Recourir au prisme du flou permet d'aborder différemment notre perception de la réalité ou la nature même de la connaissance que nous en avons. Toute réalité que nous croyons vraie est reconstruite à partir de nos souvenirs et des associations que nous passons inconsciemment notre temps à faire. Contrairement au savoir, que l'on peut résumer au fait de posséder des aptitudes ou des informations acquises par l'étude et l'expérience, la connaissance est beaucoup plus complexe que ce que nous avons tendance à croire et il est souvent nécessaire de prendre le temps d'interpréter pour comprendre, malgré le flou qui peut entourer telle ou telle situation.

La connaissance implique généralement une compréhension approfondie et une intégration des informations dans un contexte plus large. Ce n'est pas seulement le fait de recueillir des observations, mais aussi de les assimiler, de les analyser, de les évaluer et de les relier à d'autres concepts et idées. La connaissance nécessite une réflexion critique et une capacité à esquisser des hypothèses et tirer des conclusions à partir des informations dont nous disposons. Explorer les zones les plus floues permet alors de donner une signification différente aux choses et d'aborder une autre dimension de compréhension, une autre approche de la réalité qui va au-delà de la simple possession d'informations mais permet de les contextualiser et de stimuler une réflexion critique, pour essayer de mieux comprendre le monde qui nous entoure, même dans un environnement flou et instable. Si le savoir est avant tout accumulation d'information, la connaissance, elle, entraîne une transformation.

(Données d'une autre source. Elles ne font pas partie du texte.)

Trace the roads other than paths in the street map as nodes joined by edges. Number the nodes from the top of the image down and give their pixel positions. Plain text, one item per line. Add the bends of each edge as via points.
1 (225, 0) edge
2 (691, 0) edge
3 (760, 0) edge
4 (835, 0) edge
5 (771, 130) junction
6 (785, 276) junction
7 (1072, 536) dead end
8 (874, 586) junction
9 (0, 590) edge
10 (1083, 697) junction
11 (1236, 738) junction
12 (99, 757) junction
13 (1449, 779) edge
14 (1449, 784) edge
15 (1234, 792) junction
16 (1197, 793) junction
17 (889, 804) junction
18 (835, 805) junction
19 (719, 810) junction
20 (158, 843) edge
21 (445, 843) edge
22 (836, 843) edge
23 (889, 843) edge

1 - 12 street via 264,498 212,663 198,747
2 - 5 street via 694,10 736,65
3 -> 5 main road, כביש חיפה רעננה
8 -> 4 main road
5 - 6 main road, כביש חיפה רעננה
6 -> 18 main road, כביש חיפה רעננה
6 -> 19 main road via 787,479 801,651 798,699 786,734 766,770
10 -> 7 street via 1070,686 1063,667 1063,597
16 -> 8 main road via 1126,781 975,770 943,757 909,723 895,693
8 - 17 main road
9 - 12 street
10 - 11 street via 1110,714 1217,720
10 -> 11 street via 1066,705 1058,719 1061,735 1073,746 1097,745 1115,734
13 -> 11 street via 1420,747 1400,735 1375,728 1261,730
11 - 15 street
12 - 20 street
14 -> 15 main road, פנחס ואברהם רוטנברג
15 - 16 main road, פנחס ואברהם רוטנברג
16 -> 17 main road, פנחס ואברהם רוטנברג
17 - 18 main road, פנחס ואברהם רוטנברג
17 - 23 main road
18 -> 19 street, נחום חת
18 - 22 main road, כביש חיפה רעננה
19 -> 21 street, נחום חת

Et parce qu'on m'a récemment posé la question, oui, ce blog, sans fournir de résolutions faciles ni souvent de réponses claires aux questions qu'il soulève, se veut performatif et aporétique à la fois, tant il me plaît de penser que cette combinaison peut non seulement engager le lecteur de manière active, mais aussi le pousser à réfléchir et à explorer les idées au-delà des contradictions ou de dilemmes apparemment insolubles. Faire du sens avec du flou...

jeudi 4 mai 2023

Un peu de tout, beaucoup de rien

Ordo Ab Chao ?

L’effet papillon est une métaphore qui fut formulée pour la première fois par le météorologue Edward Lorenz et qui peut être résumée par la question suivante : " Le battement d'ailes d'un papillon au Brésil peut-il provoquer une tornade au Texas ? ". L'effet papillon est matérialisé par une chaîne d'événements, sans lien apparent, qui se suivent les uns les autres et dont le précédent influe sur le suivant. 

Et s’il en était de même pour nos vies et, au-delà, pour l’humanité elle-même. Chaque instant porte inscrit en lui sa mortelle part d’incertitude. Comme l’a, avec tant de justesse, énoncé Paul Ricoeur : " Toute mort, même la plus attendue, intervient dans la vie comme une interruption ". Heureusement, les actes de chaque être humain entraînent une chaîne de conséquences imprévisibles qui traversent les siècles et les civilisations, bien au-delà de leur propre disparition.

Chacun de nos actes nourrit le flux que certains appellent le cours du monde. En prendre conscience c’est lutter contre l’illusion de la continuité et accepter la finitude de notre existence terrestre, tout en réalisant que tout n’est que mouvement et que chacun de nos gestes, la moindre de nos actions, contribuent à l’édification du monde sensible. Nous vivons au cœur d’un univers vibratoire, d’une énergie sans cesse mouvante qui se transforme en une multitude de faits et d’actions non nécessairement liés les uns aux autres et qui portent en eux-mêmes leur propre signification.

La vie n’est qu’une construction chaotique et nous n’avons de cesse d’essayer de donner l’apparence de l’ordre à un tumulte fait d’un peu de tout et beaucoup de rien. Un chaos que, parce que nous sommes perpétuellement en quête de sens, nous essayons pourtant d’ordonner tant, plus encore que le vide, la possibilité même du néant, la matière qui se dérobe, le non-sens et l’absence de logique sont pour nous, dans la relation intime que chacun entretient au monde, la source continue d’une angoisse métaphysique que seule la mort vient pénétrer. Citons une fois encore Paul Ricoeur : " La vie, du moins au stade humain, est un paquet de tendances dont les visées ne sont ni claires ni concordantes ; il faut une situation de catastrophe pour que, soudain, sous la menace de l’indéterminé absolu — ma mort —, ma vie se détermine comme le tout de ce qui est menacé ".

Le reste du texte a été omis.